Among the issues that have been calling a lot of the attention of these organisms, have been the quality of communication and unquestionably innovative products and services. In order to be entirely successful in terms of communication quality, so as to transform it into productivity, some care and pre-requisites are required: resilience of interlocutors, maturity, discernment, flexibility and resourcefulness.

In the field of technological innovation, indicators are even more intangible. Until recently, the measure of a product’s or service’s innovation was its commercial success, i.e., the innovation measure came after investments were made. Therefore, it has not been possible to guarantee that investments in human resources, the flow of capital, and time spent on several projects, are successful.

Nowadays, one can already predict if such allocations of resources will be successful or not, thereby attributing value to new ideas that arise all the time. An outstanding master degree thesis by an electrical engineer of the University of São Paulo’s Polytechnical Institute, Ruy Santo, and his orientator, Marcelo Massarani – whose student I was –, shows how to precisely measure, through the “language” of engineering, innovative products and services, which were previously not measurable.

When resorting to these special instruments, one can see that the new debates on productivity are not confined only to the departments of purchasing, maintenance or costs, but also to creativity and to the most important of human abilities: intelligence. In order to perfectly well understand the new means to measure productivity, one must understand the essential difference between price and value.

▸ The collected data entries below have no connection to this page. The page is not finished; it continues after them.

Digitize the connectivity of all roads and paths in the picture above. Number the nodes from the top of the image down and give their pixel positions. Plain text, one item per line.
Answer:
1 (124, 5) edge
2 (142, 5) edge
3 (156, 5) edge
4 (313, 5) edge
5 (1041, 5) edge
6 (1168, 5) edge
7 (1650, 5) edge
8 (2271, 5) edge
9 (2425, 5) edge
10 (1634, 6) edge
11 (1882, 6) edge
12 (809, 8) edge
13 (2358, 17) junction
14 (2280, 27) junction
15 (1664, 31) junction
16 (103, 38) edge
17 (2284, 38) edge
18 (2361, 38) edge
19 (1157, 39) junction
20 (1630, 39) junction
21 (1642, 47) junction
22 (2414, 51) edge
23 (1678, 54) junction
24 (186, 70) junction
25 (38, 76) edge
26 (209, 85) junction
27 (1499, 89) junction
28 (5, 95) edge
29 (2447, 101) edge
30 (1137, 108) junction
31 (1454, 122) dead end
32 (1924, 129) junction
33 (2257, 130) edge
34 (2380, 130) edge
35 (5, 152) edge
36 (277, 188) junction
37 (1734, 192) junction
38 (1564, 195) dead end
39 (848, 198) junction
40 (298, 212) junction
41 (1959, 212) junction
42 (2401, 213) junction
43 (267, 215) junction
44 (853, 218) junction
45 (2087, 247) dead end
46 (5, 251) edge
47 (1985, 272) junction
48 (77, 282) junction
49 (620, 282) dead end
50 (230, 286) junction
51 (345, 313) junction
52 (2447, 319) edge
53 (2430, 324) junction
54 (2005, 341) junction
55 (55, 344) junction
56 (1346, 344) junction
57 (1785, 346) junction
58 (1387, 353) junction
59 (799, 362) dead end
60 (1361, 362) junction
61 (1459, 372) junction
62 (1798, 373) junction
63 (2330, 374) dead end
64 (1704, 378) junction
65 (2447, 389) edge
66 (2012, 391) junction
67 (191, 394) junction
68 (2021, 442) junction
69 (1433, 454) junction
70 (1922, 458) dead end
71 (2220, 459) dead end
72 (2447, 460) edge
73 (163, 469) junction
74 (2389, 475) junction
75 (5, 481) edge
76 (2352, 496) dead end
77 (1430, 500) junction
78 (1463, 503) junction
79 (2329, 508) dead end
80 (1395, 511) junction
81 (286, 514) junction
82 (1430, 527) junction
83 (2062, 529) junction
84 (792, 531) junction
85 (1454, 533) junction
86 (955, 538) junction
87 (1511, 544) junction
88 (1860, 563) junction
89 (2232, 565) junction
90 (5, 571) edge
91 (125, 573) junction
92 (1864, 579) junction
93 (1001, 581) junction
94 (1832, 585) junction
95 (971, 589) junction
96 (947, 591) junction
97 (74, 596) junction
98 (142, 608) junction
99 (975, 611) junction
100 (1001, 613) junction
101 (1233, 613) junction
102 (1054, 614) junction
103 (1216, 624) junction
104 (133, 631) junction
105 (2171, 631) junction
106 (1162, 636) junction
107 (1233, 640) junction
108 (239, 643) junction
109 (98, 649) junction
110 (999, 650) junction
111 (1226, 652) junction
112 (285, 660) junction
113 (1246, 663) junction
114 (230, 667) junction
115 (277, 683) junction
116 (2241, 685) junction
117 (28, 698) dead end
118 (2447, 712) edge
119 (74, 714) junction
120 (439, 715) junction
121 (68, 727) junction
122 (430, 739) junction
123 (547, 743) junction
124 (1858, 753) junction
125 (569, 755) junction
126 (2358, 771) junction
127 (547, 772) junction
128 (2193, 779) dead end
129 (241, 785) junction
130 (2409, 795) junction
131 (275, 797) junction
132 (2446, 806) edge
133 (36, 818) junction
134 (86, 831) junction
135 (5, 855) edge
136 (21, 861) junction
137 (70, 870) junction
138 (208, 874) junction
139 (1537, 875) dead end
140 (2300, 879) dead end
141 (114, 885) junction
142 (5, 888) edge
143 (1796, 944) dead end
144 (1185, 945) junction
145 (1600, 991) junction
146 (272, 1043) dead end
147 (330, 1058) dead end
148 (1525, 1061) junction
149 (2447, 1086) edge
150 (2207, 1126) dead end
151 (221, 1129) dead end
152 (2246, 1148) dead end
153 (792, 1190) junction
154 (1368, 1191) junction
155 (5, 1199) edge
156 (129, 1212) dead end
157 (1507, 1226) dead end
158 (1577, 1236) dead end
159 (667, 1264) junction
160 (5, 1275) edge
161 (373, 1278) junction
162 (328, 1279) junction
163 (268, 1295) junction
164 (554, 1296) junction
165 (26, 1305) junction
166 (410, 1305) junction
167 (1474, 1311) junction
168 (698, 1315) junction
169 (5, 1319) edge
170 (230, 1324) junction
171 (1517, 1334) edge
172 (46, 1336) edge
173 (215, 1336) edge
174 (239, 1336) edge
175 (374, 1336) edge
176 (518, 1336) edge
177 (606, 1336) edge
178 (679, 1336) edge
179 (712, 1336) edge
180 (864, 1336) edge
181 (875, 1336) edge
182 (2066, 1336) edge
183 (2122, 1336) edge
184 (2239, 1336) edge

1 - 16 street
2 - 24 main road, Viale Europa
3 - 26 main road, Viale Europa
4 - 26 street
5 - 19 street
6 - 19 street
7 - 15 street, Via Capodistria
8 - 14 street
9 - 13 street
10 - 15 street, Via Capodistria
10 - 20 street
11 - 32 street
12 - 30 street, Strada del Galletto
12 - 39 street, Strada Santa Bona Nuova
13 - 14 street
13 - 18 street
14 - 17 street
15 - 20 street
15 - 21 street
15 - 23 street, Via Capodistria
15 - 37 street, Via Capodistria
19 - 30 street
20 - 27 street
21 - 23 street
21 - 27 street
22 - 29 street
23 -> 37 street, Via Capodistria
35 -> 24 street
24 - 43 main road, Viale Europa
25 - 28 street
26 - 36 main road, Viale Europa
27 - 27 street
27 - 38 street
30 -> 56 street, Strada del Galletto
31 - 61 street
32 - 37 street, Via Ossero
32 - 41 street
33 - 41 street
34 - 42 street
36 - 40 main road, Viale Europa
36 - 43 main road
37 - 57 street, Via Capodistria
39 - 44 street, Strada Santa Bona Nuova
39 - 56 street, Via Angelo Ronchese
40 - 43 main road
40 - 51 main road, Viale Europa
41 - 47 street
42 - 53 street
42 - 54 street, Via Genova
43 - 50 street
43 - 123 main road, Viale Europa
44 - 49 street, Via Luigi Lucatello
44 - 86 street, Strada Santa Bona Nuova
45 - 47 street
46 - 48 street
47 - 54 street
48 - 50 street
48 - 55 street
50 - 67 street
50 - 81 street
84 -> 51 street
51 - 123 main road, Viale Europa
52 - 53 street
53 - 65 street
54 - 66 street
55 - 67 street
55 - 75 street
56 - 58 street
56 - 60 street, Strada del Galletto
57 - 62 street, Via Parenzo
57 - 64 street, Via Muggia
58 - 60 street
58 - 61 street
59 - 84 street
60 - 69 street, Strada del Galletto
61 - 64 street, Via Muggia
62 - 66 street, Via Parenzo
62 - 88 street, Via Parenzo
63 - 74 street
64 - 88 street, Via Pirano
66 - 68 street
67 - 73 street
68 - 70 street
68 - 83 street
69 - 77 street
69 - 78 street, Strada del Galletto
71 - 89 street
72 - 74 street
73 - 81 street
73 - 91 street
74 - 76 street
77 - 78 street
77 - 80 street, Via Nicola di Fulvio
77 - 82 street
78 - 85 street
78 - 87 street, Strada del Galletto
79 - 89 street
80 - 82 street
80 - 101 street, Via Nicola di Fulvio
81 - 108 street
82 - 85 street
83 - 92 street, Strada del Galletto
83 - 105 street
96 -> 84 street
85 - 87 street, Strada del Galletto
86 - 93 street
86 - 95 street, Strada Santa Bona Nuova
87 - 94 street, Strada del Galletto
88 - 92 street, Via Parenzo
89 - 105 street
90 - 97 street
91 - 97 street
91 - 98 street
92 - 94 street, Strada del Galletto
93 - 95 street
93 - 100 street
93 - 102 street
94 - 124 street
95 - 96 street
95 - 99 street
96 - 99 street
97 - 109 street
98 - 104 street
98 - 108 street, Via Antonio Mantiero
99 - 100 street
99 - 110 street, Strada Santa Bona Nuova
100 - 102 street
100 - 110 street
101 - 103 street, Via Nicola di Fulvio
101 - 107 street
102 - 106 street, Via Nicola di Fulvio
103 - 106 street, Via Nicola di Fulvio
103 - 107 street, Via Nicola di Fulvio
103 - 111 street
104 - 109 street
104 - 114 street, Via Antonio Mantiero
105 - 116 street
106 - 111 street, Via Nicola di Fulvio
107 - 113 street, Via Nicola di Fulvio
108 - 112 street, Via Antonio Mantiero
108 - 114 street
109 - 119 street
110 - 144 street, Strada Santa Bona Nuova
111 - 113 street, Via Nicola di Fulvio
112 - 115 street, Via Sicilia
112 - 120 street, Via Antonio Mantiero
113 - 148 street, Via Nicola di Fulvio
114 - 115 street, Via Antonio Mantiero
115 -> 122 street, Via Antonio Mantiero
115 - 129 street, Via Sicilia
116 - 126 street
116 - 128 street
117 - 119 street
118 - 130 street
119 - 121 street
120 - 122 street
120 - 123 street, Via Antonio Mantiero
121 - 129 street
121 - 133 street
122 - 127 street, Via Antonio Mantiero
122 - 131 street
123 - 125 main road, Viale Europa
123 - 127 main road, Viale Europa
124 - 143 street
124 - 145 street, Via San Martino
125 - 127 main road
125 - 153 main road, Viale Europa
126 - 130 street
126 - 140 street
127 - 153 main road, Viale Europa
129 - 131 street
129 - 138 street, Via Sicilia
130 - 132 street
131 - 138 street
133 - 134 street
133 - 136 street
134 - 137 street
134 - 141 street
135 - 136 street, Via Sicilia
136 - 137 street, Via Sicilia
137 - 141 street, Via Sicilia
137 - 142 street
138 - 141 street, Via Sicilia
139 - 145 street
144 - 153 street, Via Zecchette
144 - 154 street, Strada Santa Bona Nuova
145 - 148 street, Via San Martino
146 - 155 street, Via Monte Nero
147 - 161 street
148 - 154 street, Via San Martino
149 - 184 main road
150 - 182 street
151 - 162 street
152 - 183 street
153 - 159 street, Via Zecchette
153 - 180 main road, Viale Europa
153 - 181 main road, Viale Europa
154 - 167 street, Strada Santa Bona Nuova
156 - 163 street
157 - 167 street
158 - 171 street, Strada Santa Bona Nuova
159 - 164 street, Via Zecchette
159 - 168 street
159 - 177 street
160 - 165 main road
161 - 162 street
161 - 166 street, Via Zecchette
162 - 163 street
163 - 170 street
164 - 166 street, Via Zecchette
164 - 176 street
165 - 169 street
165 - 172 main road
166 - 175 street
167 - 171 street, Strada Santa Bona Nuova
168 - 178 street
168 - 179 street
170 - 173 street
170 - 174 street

Value is measured in the direct relation between price and performance, i.e., what is equipment’s or service’s  performance given the price. In looking at the sugar-based energy industry, one can clearly see an aspect related to perfecting or improving that is different from innovating. Perfecting is a phase of a same product or service, whereas innovating is a new moment and a new proposal for a product or service.

However, in carefully analyzing two examples, one can observe the clear difference between perfecting and innovating. The sugarcane crusher has not undergone major changes in more than 100 years, albeit it has been perfected. While the crusher’s bearings manufacturers improve them, Brazilian companies – in special  mills -  using an innovative technology, reuse them, with expressive economical advantages, maintaining the same original quality request.

Reutilization with technological safety allowed the sugar market to not replace about 3,000 large bearings in five years (with borings larger than 200 mm).  In analyzing a large bearing’s life cycle, one can observe substantial energy savings (95%) when reutilizing a bearing, as compared with replacing it with a new one.

By the same token, one can observe savings of 90% of mass, and of 98% of water, 100% in CO2 emissions, 99% in waste, among others. Thus, in analyzing the mentioned numbers in terms of engineering functions in the recuperation and reutilization process of bearings, we will observe a clear and unequivocal sign of an innovative technology.

With savings of about R$ 30 million by not replacing old bearings with new ones, one may conclude that the achieved productivity in such an unorthodox manner has been the result of correctly applying innovative technology, based on concepts of sustainability, preservation of capital, and hence, of natural resources. Intelligent maintenance: an opportunity for profit.